Yep she is a Verder!

Bavarian Werder. Probably worht over a few thousand dollars in that shape.....good find! Don't shoot it!
 
Thanks all. Way out of my price range. I'll pass the good news on to the owner.

Side note...being an 1869 model made in 1871 wouldn't it be exempt from SBR rules?
 
Harry Paget Flashman said:
Side note...being an 1869 model made in 1871 wouldn't it be exempt from SBR rules?

It looks like the carbine should fall under the exemption for antiques, under the 1934 NFA.

(g) Antique firearm. -- The term "antique firearm" means any firearm not designed or redesigned for using rim fire or conventional center fire ignition with fixed ammunition and manufactured in or before 1898 (including any matchlock, flintlock, percussion cap, or similar type of ignition system or replica thereof, whether actually manufactured before or after the year 1898) and also any firearm using fixed ammunition manufactured in or before 1898, for which ammunition is no longer manufactured in the United States and is not readily available in the ordinary channels of commercial trade.
 
shamelessly borrowed from

Guns Magazine

John Sheehan

The Lightning Rifle

Introduced in 1868, Johann-Ludwig Werder's unique design was one of the most unusual rifles of this or any other period. The Bavarian Werder was perhaps the fastest single-shot, breechloading system ever devised. Adopted by the independent German state of Bavaria prior to the unification of Germany, the Werder saw service in the hands of at least half of the "Jager-Bataillione" of elite Bavarian Jaegers during the Franco-Prussian War of 1870 as well as with several companies each of three different Bavarian line regiments.
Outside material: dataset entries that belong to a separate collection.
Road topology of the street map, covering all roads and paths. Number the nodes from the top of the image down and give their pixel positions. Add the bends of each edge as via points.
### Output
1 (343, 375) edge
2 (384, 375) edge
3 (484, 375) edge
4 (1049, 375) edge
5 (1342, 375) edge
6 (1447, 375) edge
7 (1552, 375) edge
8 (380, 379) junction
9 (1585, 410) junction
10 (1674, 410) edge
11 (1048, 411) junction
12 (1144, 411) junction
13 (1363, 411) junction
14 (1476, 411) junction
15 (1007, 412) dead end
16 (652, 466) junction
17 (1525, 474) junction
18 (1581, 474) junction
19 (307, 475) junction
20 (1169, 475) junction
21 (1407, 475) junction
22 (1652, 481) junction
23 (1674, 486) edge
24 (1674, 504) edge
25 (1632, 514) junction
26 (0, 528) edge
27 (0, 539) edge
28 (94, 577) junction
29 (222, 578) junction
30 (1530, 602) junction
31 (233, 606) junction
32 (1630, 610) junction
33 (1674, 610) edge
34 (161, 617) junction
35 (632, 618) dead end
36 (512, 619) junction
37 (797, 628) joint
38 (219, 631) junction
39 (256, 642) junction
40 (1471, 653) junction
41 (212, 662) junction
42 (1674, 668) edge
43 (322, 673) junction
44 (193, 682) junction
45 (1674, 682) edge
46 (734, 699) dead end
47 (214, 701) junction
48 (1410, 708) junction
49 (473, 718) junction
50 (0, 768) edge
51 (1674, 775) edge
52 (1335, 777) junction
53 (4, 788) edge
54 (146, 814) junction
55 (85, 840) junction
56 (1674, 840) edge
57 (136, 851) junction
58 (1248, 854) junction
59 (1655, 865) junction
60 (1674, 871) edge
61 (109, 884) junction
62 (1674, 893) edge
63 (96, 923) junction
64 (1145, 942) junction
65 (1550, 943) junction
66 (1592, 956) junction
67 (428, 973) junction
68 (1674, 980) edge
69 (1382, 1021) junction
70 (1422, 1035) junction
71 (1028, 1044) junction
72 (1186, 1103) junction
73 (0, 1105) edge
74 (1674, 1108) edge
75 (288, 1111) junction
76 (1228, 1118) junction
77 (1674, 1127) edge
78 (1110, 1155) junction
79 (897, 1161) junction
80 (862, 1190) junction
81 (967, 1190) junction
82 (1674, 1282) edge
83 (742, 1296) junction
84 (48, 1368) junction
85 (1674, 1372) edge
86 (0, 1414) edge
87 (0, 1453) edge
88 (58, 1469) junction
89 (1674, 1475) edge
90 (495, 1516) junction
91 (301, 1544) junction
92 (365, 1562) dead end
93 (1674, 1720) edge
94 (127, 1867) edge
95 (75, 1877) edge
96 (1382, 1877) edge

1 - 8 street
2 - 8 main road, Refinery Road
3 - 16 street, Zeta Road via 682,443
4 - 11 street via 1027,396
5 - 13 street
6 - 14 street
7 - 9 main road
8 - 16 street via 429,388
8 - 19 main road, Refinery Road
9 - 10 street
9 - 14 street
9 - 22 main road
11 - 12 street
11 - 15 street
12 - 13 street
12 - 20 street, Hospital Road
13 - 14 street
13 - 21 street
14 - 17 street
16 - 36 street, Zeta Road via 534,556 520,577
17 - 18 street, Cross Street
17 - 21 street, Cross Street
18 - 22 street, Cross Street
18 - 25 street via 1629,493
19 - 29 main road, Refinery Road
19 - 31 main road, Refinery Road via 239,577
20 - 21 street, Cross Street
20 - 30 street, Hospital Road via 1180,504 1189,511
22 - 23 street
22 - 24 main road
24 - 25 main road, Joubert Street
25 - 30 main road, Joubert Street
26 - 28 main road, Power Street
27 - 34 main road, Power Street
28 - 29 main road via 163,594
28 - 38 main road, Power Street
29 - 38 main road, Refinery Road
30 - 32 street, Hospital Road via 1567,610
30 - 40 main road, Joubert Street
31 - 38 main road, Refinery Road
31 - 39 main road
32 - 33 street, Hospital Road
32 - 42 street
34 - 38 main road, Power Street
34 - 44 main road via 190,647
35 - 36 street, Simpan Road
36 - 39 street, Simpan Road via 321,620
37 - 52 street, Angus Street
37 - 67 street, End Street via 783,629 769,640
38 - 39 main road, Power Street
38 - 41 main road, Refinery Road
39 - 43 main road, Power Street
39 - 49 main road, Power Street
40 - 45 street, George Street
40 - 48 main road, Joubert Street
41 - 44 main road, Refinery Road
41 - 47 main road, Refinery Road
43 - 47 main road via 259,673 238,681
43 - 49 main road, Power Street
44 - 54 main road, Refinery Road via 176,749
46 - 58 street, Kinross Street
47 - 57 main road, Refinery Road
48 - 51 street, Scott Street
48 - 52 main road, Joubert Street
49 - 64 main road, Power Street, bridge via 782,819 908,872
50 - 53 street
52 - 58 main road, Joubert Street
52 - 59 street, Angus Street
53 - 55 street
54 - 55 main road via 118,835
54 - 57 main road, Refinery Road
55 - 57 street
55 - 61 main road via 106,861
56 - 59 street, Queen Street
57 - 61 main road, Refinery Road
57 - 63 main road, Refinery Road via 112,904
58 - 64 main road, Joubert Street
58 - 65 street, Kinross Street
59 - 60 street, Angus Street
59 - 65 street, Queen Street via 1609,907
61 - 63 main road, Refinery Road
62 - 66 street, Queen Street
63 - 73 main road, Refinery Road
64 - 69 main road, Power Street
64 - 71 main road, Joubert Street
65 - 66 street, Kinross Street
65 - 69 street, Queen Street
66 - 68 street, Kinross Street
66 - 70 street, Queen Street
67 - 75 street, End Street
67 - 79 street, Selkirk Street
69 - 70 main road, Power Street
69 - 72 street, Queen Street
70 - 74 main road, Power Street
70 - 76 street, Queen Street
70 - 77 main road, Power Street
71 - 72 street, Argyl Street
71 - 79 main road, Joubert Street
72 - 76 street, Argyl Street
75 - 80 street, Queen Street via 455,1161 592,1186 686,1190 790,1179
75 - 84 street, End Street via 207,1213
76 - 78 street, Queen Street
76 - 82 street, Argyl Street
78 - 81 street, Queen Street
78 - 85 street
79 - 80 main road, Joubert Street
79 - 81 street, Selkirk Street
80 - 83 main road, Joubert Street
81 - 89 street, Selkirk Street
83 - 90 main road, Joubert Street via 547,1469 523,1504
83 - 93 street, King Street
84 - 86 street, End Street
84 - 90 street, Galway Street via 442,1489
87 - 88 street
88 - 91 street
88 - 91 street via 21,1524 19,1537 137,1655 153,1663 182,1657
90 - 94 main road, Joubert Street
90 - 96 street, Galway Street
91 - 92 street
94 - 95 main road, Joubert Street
The Jaeger regiments, or "hunters" as the word translates into English, were drawn in wartime from the ranks of trained professional huntsmen who maintained and managed the private hunting reserves of the European nobility. They were excellent marksmen who served on the battlefield in the role of skirmishers in advance of the ranks of the regular infantry. The Werder rifle earned its sobriquet, "Blitzgewehr" or "lightning rifle" due to the withering rate of fire laid down by the Bavarian Jaegers during the Franco-Prussian War.

This unusual rifle has a pivoting dropping-block design similar to the Martini, however, unlike the Martini, the Werder has a manually cocked external hammer. It would seem the internal, automatically cocked striker of the Martini would give it the edge in terms of rate of fire, but after the Martini was fired, the right hand was moved rearward to grasp the lever (1), which was pushed downward (2), opening the action and ejecting the spent cartridge case. A new cartridge was thumbed into the breech (3) and the right hand shifted back to the lever to close the action (4) after which the right hand was moved back to the stock to engage the trigger (5). This seems pretty straightforward and very fast for a single-shot rifle.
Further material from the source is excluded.